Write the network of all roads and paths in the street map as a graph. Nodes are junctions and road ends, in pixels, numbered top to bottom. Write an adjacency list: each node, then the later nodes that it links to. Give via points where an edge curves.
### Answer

####################

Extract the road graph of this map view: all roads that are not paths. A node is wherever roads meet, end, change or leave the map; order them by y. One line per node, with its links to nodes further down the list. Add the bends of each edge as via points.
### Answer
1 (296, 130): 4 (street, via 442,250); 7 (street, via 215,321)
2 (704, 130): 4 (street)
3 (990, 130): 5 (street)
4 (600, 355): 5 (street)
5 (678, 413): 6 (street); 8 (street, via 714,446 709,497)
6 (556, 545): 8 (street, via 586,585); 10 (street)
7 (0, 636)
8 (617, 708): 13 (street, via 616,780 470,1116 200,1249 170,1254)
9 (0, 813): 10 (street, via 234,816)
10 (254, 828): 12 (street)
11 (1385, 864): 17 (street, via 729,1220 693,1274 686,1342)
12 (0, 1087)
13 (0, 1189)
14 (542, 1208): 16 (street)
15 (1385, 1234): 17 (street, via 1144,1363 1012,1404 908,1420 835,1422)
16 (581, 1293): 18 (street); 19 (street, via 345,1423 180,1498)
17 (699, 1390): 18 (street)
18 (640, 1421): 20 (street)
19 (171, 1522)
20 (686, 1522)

####################

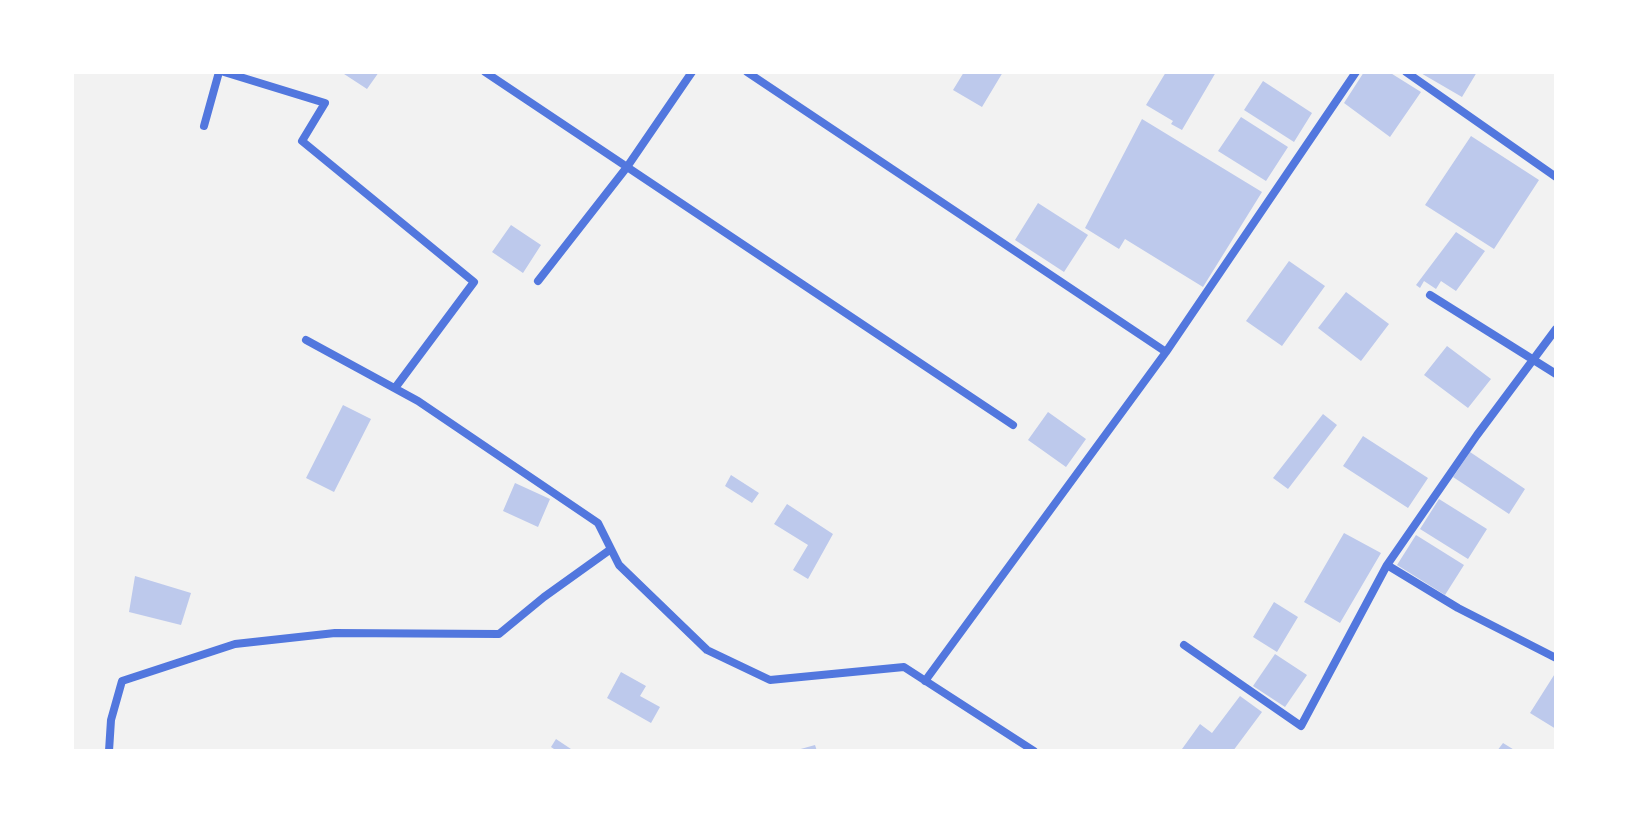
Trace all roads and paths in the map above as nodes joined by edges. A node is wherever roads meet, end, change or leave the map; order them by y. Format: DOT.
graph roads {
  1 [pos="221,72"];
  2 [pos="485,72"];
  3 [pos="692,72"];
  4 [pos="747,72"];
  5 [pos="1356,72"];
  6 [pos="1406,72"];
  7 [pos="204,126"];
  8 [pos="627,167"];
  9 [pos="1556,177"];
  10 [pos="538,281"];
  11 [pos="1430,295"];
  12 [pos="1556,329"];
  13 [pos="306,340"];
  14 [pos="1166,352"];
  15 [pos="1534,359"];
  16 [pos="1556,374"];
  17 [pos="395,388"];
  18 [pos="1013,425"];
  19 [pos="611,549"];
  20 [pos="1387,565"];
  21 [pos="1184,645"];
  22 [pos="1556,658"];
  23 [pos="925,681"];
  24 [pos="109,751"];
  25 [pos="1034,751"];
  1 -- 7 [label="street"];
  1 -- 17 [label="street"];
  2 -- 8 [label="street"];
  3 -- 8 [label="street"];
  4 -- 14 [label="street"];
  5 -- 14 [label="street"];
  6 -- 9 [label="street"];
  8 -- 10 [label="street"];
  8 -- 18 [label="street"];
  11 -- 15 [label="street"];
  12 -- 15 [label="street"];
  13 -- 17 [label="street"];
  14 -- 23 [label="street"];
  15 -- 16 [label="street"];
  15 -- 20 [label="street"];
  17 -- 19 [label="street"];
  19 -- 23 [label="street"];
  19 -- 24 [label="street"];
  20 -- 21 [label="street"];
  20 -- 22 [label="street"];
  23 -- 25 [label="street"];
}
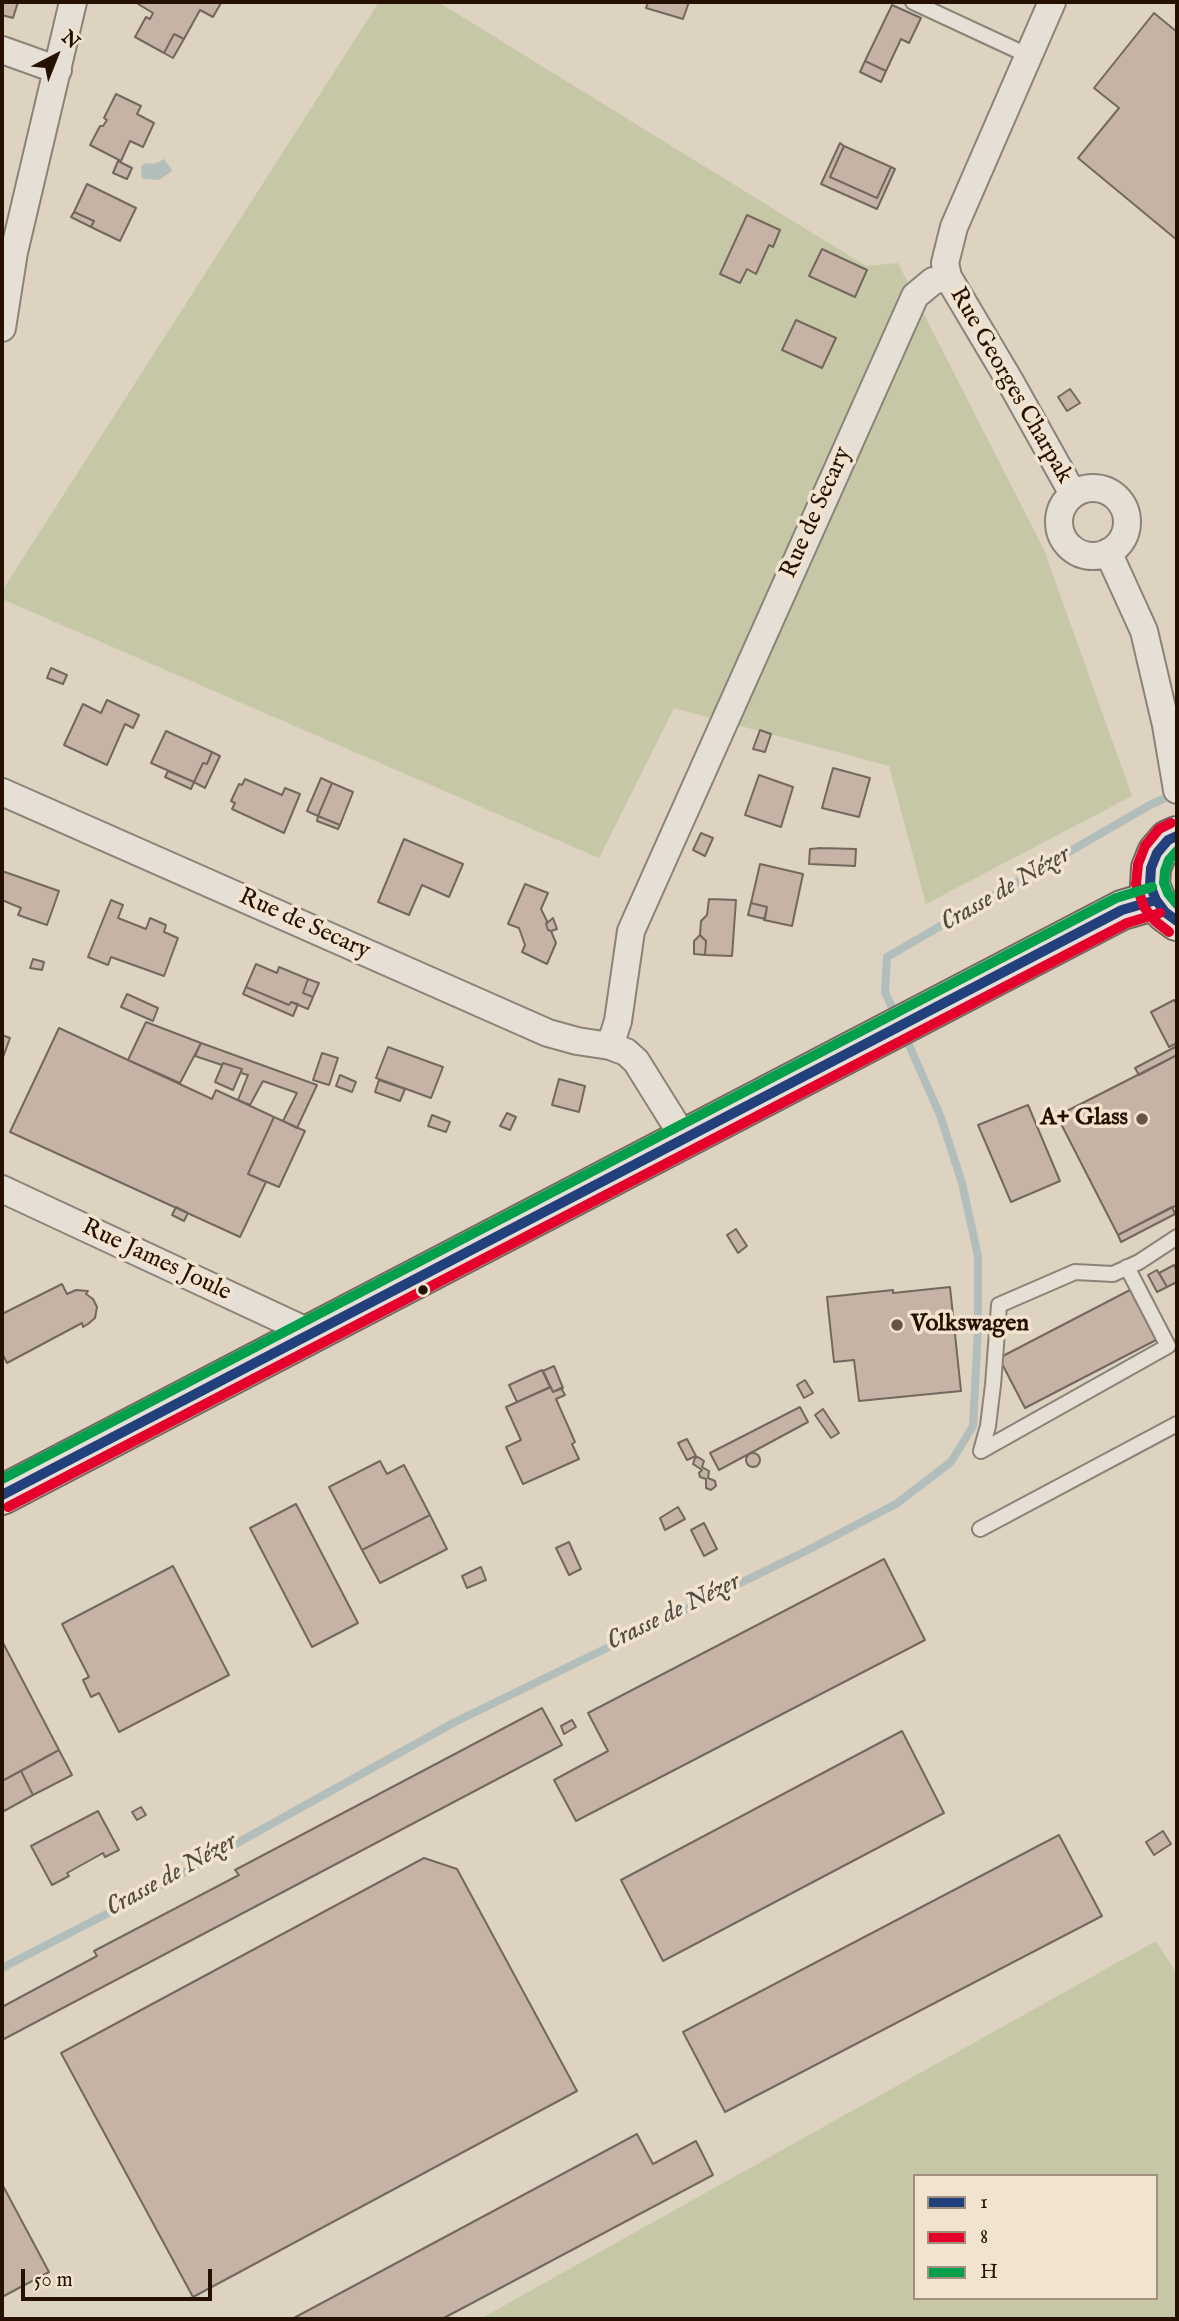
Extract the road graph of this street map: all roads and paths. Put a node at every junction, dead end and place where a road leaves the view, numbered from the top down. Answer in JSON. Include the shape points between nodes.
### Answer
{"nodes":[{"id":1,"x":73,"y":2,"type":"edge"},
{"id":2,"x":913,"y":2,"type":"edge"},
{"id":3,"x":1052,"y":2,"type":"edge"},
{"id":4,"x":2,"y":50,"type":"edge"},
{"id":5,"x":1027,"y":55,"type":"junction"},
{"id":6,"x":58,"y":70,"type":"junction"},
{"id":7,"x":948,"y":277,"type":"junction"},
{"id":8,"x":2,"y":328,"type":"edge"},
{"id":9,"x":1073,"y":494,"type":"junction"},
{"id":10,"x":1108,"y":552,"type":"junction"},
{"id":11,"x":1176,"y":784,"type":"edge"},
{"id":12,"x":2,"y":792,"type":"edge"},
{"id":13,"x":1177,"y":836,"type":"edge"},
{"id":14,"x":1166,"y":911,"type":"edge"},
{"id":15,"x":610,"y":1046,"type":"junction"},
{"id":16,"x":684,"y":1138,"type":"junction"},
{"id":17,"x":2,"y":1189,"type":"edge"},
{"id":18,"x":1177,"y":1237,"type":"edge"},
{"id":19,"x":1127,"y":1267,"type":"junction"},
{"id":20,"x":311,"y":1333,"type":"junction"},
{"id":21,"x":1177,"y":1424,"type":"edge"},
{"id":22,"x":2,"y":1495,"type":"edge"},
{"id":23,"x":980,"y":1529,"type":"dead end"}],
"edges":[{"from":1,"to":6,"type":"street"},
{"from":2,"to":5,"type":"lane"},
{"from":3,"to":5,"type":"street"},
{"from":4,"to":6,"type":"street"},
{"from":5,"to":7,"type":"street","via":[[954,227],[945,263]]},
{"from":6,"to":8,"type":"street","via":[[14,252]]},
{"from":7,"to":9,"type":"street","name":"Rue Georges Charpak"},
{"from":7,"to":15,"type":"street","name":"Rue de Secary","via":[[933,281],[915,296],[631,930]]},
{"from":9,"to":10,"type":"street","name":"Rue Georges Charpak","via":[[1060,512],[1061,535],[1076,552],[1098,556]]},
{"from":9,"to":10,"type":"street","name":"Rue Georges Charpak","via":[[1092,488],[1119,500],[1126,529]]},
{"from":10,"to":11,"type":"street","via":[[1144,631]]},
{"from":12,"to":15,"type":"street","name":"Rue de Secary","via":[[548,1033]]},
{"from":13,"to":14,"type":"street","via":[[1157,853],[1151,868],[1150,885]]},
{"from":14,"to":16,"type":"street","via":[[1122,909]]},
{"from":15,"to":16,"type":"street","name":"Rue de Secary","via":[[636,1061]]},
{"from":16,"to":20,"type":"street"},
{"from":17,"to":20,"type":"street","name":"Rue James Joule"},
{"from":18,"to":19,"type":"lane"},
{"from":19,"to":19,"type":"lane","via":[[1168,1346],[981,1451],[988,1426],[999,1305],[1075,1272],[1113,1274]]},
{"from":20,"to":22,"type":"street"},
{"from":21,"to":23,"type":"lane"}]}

####################

## What you have to do
Check each line of the data above, and please copy the ones in which the string "this" occurs.

## Answer to the problem
Extract the road graph of this map view: all roads that are not paths. A node is wherever roads meet, end, change or leave the map; order them by y. One line per node, with its links to nodes further down the list. Add the bends of each edge as via points.
Extract the road graph of this street map: all roads and paths. Put a node at every junction, dead end and place where a road leaves the view, numbered from the top down. Answer in JSON. Include the shape points between nodes.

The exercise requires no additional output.